> **EXERCISE DETAILS**: Working through the lines below, return each one that holds "кладенец".

[Collection entries]
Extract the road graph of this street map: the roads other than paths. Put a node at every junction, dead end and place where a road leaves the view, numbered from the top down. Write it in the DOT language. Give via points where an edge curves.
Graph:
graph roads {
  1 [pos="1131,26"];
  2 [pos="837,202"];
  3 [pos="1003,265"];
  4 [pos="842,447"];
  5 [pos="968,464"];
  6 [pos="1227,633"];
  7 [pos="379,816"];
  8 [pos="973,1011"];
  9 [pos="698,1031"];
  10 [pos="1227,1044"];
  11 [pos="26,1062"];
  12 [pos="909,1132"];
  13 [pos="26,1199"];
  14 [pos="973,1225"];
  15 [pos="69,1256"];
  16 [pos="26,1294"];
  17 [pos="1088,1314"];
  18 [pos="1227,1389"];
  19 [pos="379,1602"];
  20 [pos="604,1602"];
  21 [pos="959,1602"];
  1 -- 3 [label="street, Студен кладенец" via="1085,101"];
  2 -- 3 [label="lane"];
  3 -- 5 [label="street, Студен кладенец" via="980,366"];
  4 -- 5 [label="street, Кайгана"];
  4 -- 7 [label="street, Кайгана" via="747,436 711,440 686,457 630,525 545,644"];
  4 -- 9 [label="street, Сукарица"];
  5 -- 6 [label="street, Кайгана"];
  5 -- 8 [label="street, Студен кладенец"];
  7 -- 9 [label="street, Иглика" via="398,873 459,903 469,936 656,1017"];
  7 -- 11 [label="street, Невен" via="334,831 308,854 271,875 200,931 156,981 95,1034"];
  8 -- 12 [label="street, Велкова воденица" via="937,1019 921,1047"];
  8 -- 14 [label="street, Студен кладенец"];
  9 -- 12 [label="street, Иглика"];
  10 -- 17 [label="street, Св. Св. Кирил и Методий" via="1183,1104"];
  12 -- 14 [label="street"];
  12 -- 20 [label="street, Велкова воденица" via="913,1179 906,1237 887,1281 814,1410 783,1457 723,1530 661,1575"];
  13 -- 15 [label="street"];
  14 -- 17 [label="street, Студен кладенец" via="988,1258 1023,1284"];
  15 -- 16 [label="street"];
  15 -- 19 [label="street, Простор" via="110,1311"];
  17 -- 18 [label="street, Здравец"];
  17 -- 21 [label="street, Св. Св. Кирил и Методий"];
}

> **ANSWER BOX**:
  1 -- 3 [label="street, Студен кладенец" via="1085,101"];
  3 -- 5 [label="street, Студен кладенец" via="980,366"];
  5 -- 8 [label="street, Студен кладенец"];
  8 -- 14 [label="street, Студен кладенец"];
  14 -- 17 [label="street, Студен кладенец" via="988,1258 1023,1284"];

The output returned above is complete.